Shri M had the habit of maintaining a personal diary since the age of thirteen. M met Sri Ramakrishna in 1882 and, attracted by the latter's teachings, started to maintain a stenographic record of Sri Ramakrishna's conversations and actions in his diary, which finally took the form of a book Sri Sri Ramakrishna Kathamrita. Initially when M began writing the diaries, he had no plans of publication. Regarding his methodology M wrote,

I wrote everything from memory after I returned home. Sometimes I had to keep awake the whole night...Sometimes I would keep on writing the events of one sitting for seven days, recollect the songs that were sung, and the order in which they were sung, and the samadhi and so on...Many a time I did not feel satisfied with my description of the events; I would then immediately plunge myself in deep meditation ...Then the correct image would arise...That is why in spite of the big gap in the physical sense, this story remains so fresh and lifelike in my mind as if it happened just now.

In each of his Kathamrita entries, M records the date, time and place of the conversation. The title Kathamrita, literally "nectarine words" was inspired by verse 10.31.9 from the Vaishnava text, the Bhagavata Purana. Both Sri Ramakrishna's wife, Holy Mother Sarada Devi, and Swami Vivekananda later testified to Mahendranath's faithfulness to Sri Ramakrishna's words. The first four volumes were published in 1902, 1904, 1908 and 1910 respectively and the fifth volume in 1932, delayed because of M's health problems. The Kathamrita contains the conversations of Sri Ramakrishna from 19/26 February 1882 to 24 April 1886, during M's visits. The Kathamrita is regarded as a Bengali classic and revered among the followers as a sacred scripture. Its translations of Kathamrita include works by Swami Nikhilananda (1942), Swami Abhedananda, and Dharma Pal Gupta.

===Teacher to Paramahansa Yogananda===
Paramahansa Yogananda, a 20th-century philosopher and a yogi, was a student of Mahendranath Gupta. Mahendranath moved to 50 Amherst Street in Calcutta, where he ran a small boys' high school. It was also formerly Paramahansa Yogananda's family home—a site especially poignant to Yogananda because it was the site of his mother's death. In his Autobiography of a Yogi, Yogananda dedicated an entire chapter to describing his friendship with Mahendranath, whom he referred to as "Master Mahasaya," which was along spiritual rather than academic lines. Yogananda described Mahendranath as having a "silky white beard and large lustrous eyes" and described his personality thus:
"His role in the world was humble, as befitted the greatest man of humility I ever knew. In this Amherst Street house, Master Mahasaya conducted a small high school for boys. No words of chastisement passed his lips; no rule and ferule maintained his discipline.

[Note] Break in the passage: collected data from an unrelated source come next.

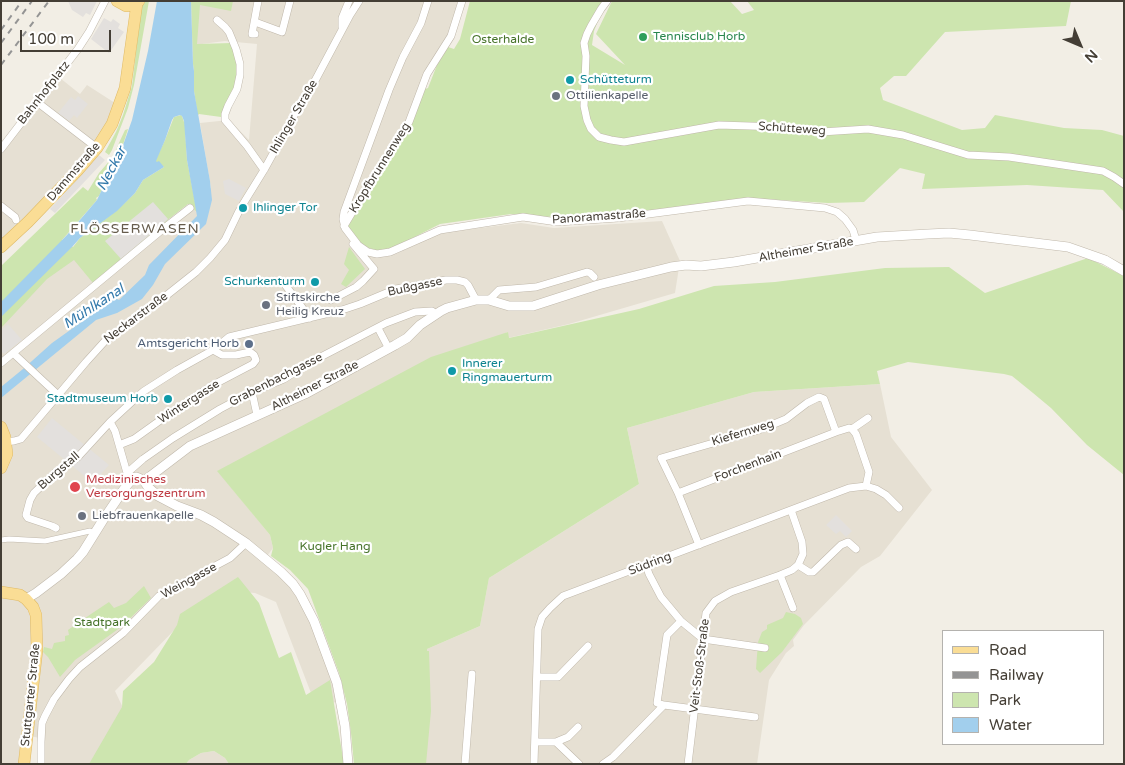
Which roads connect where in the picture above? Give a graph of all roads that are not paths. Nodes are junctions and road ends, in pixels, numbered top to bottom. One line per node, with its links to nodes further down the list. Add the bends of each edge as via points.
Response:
1 (105, 1): 10 (street, Bahnhofplatz)
2 (258, 1): 12 (street)
3 (290, 1): 12 (street, via 282,32)
4 (350, 1): 13 (street, Ihlinger Straße, via 342,18)
5 (359, 1): 13 (street, Ihlinger Straße)
6 (428, 1): 25 (street, via 389,90 344,212)
7 (462, 1): 25 (street, Kropfbrunnenweg, via 452,36 427,74 409,122)
8 (607, 1): 19 (street, Schütteweg, via 586,34 584,43 584,106 591,129 599,137 624,142 719,125 821,132 868,129 903,135 968,155 1103,171)
9 (128, 3): 10 (street, via 109,4); 16 (main road, Dammstraße, via 134,24 123,94 112,124)
10 (101, 10): 15 (street, Bahnhofplatz, via 85,39)
11 (217, 20): 18 (street, via 229,32 240,64 238,89 228,106 225,120)
12 (255, 22): 14 (street, via 252,34)
13 (342, 30): 18 (street, Ihlinger Straße)
14 (255, 34)
15 (37, 102): 16 (street); 17 (street, Bahnhofplatz)
16 (97, 148): 28 (main road, Dammstraße, via 52,198)
17 (1, 149)
18 (264, 170): 20 (street, Ihlinger Straße)
19 (1124, 184)
20 (243, 204)
21 (1, 206): 24 (street)
22 (190, 208): 40 (street)
23 (239, 211): 43 (street, Neckarstraße, via 225,240 210,258 167,295 105,340)
24 (16, 218)
25 (344, 226): 26 (street, Panoramastraße)
26 (350, 235): 27 (street, Panoramastraße, via 358,245 377,254 390,252 440,230 523,217 557,222 618,218 748,201 837,212 853,230); 32 (street, via 350,240 374,269 356,288)
27 (856, 240): 29 (street, Altheimer Straße, via 949,233 1068,246); 34 (street, Altheimer Straße, via 734,262 670,266 598,284 533,306 509,306)
28 (1, 247)
29 (1124, 271)
30 (594, 277): 34 (street, Altheimer Straße, via 587,272 536,287 499,290)
31 (286, 286): 36 (street)
32 (331, 300)
33 (476, 300): 34 (street, Altheimer Straße); 35 (street, Altheimer Straße); 36 (street, Bußgasse, via 465,282 446,280 396,289 360,304)
34 (489, 300)
35 (436, 314): 37 (street, Grabenbachgasse, via 432,311 414,312); 38 (street, Altheimer Straße)
36 (314, 317): 39 (street, via 229,337)
37 (378, 328): 38 (street); 42 (street, Grabenbachgasse, via 284,379)
38 (389, 349): 44 (street, Altheimer Straße, via 305,394)
39 (213, 350): 46 (street, via 136,396); 51 (street, Wintergasse, via 222,355 250,352 256,360 134,439)
40 (13, 353): 41 (street); 43 (street)
41 (1, 363)
42 (252, 392): 44 (street); 53 (street, Grabenbachgasse, via 142,459)
43 (58, 395): 50 (street, Neckarstraße, via 21,438)
44 (257, 415): 54 (street, Altheimer Straße, via 190,446)
45 (868, 418): 48 (street, Forchenhain)
46 (110, 422): 51 (street); 59 (street, Burgstall, via 77,458 57,471 30,500 28,518)
47 (1, 427): 50 (main road)
48 (852, 429): 49 (street, Forchenhain); 55 (street, via 869,472)
49 (836, 432): 56 (street, Forchenhain); 56 (street, Kiefernweg, via 824,399 819,397 786,420 762,430 661,458)
50 (4, 441): 52 (main road, via 7,454)
51 (119, 445): 53 (street)
52 (1, 468)
53 (130, 476): 54 (street); 60 (street)
54 (144, 481): 63 (street, via 158,496 214,522)
55 (866, 486): 57 (street, via 886,495); 58 (street, Südring, via 849,488)
56 (678, 494): 64 (street)
57 (899, 508)
58 (791, 510): 64 (street, Südring); 67 (street, via 802,542 803,554)
59 (56, 528): 61 (street, Burgstall)
60 (95, 533): 61 (street, via 90,531); 70 (street, via 72,564)
61 (61, 537): 62 (street, via 45,541)
62 (1, 540)
63 (246, 544): 85 (street, Weingasse, via 230,558 159,596 123,633 80,667 54,699 42,722); 86 (street, via 293,584 312,616 337,683)
64 (698, 545): 66 (street, Südring)
65 (856, 549): 67 (street, via 848,542 841,545 813,572)
66 (646, 565): 72 (street, via 661,597); 77 (street, Südring, via 563,596 550,608 542,617 538,630)
67 (798, 565): 68 (street, Veit-Stoß-Straße)
68 (780, 575): 71 (street); 73 (street, Veit-Stoß-Straße, via 715,601 706,613)
69 (1, 592): 70 (main road)
70 (26, 599): 84 (main road, Stuttgarter Straße, via 36,615 37,650)
71 (794, 608)
72 (681, 621): 73 (street); 78 (street, via 666,635 657,703)
73 (703, 639): 75 (street); 79 (street, Veit-Stoß-Straße)
74 (588, 646): 77 (street, via 558,677)
75 (765, 648)
76 (472, 674): 87 (street)
77 (537, 677): 82 (street, Südring)
78 (664, 705): 79 (street); 90 (street)
79 (695, 709): 80 (street); 91 (street, Veit-Stoß-Straße)
80 (755, 717)
81 (578, 727): 83 (street, via 568,737)
82 (535, 742): 83 (street); 88 (street, Südring)
83 (556, 742): 89 (street)
84 (24, 764)
85 (41, 764)
86 (348, 764)
87 (465, 764)
88 (534, 764)
89 (579, 764)
90 (603, 764)
91 (688, 764)

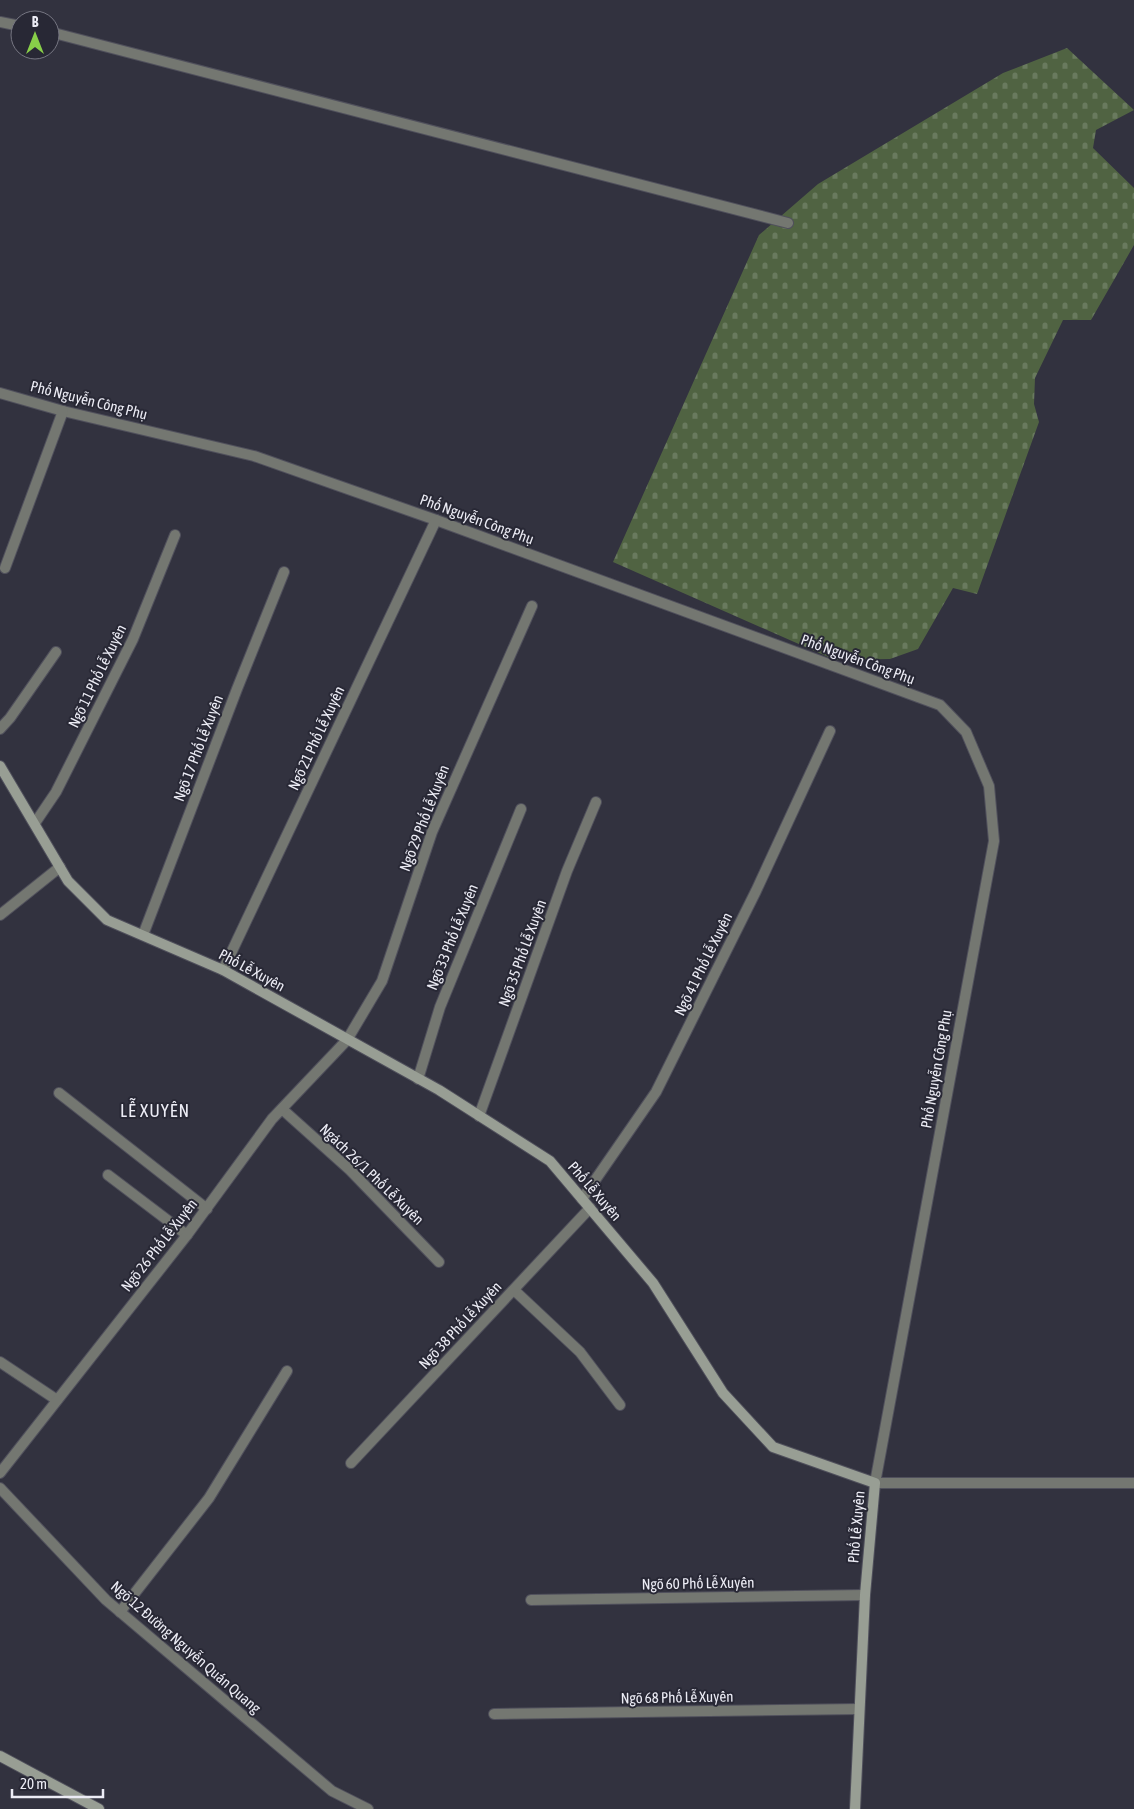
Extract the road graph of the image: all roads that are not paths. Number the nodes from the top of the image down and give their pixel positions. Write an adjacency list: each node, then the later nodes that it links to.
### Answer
1 (60, 35): 2 (street)
2 (788, 223)
3 (0, 393): 4 (street, Phố Nguyễn Công Phụ)
4 (63, 411): 5 (street, Phố Nguyễn Công Phụ); 7 (street)
5 (436, 520): 20 (street, Ngõ 21 Phố Lễ Xuyên); 39 (street, Phố Nguyễn Công Phụ)
6 (175, 535): 16 (street, Ngõ 11 Phố Lễ Xuyên)
7 (5, 568)
8 (284, 572): 19 (street, Ngõ 17 Phố Lễ Xuyên)
9 (532, 606): 21 (street, Ngõ 29 Phố Lễ Xuyên)
10 (56, 652): 11 (street)
11 (0, 729)
12 (830, 730): 27 (street, Ngõ 41 Phố Lễ Xuyên)
13 (0, 766): 16 (street, Phố Lễ Xuyên)
14 (596, 802): 25 (street, Ngõ 35 Phố Lễ Xuyên)
15 (521, 809): 22 (street, Ngõ 33 Phố Lễ Xuyên)
16 (35, 823): 17 (street, Phố Lễ Xuyên)
17 (60, 867): 18 (street); 19 (street, Phố Lễ Xuyên)
18 (0, 915)
19 (143, 935): 20 (street, Phố Lễ Xuyên)
20 (223, 970): 21 (street, Phố Lễ Xuyên)
21 (347, 1040): 22 (street, Phố Lễ Xuyên); 24 (street, Ngõ 26 Phố Lễ Xuyên)
22 (418, 1079): 25 (street, Phố Lễ Xuyên)
23 (59, 1093): 29 (street)
24 (282, 1109): 29 (street, Ngõ 26 Phố Lễ Xuyên); 31 (street, Ngách 26/1 Phố Lễ Xuyên)
25 (479, 1116): 27 (street, Phố Lễ Xuyên)
26 (108, 1175): 30 (street)
27 (582, 1199): 28 (street, Phố Lễ Xuyên)
28 (590, 1208): 32 (street, Ngõ 38 Phố Lễ Xuyên); 39 (street, Phố Lễ Xuyên)
29 (207, 1209): 30 (street, Ngõ 26 Phố Lễ Xuyên)
30 (187, 1235): 35 (street, Ngõ 26 Phố Lễ Xuyên)
31 (439, 1262)
32 (514, 1290): 36 (street); 37 (street, Ngõ 38 Phố Lễ Xuyên)
33 (0, 1362): 35 (street)
34 (287, 1371): 44 (street)
35 (57, 1400): 38 (street, Ngõ 26 Phố Lễ Xuyên)
36 (620, 1405)
37 (351, 1463)
38 (0, 1473)
39 (875, 1483): 40 (street); 42 (street, Phố Lễ Xuyên)
40 (1134, 1483)
41 (0, 1488): 44 (street, Ngõ 12 Đường Nguyễn Quán Quang)
42 (865, 1595): 43 (street, Ngõ 60 Phố Lễ Xuyên); 45 (street, Phố Lễ Xuyên)
43 (531, 1600)
44 (120, 1612): 49 (street, Ngõ 12 Đường Nguyễn Quán Quang)
45 (859, 1710): 46 (street, Ngõ 68 Phố Lễ Xuyên); 50 (street, Phố Lễ Xuyên)
46 (494, 1714)
47 (0, 1756): 48 (street)
48 (99, 1809)
49 (368, 1809)
50 (855, 1809)

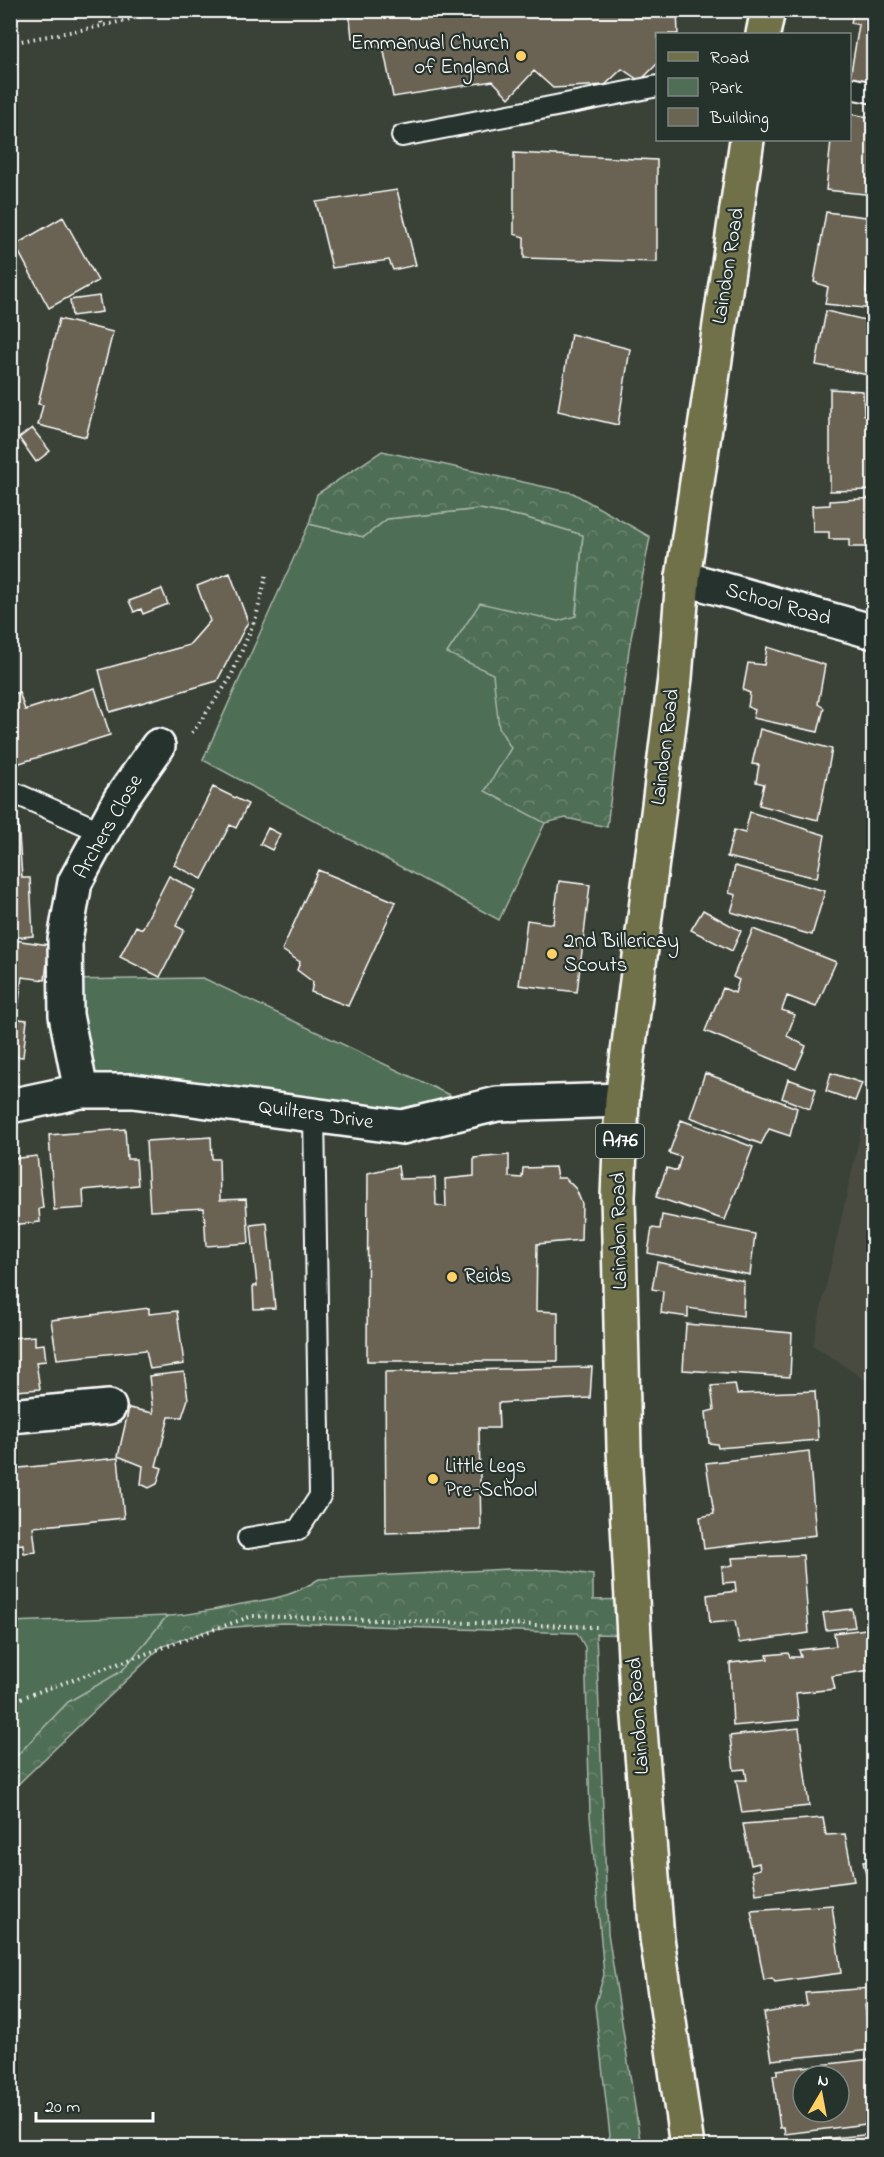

Higher mathematics indeed were taught in these modest classrooms, and a chemistry of love absent from the textbooks. He spread his wisdom by spiritual contagion rather than impermeable precept. Consumed by an unsophisticated passion for the Divine Mother, the saint no more demanded the outward forms of respect than a child."
Yogananda went on to describe several seemingly miraculous experiences with Mahendranath. Later, Yogananda said about him that "I would roll on the ground where he'd walked, so great was my love for him. I felt that even that ground had been sanctified."

=== Later life and death ===
In 1922, M. lived in Mihijam, a town 144 miles from Kolkata, for nine months.

In 1932, when the fifth Volume of Kathamrita was at the printers Mahendranath died at his home, now called Kathamrita Bhavan, located near the Thanthania Kali Temple in Calcutta. Kathamrita Bhavan is a pilgrimage place for followers of Ramakrishna due to numerous visits there by Ramakrishna and Sarada Devi, and several relics associated with their lives.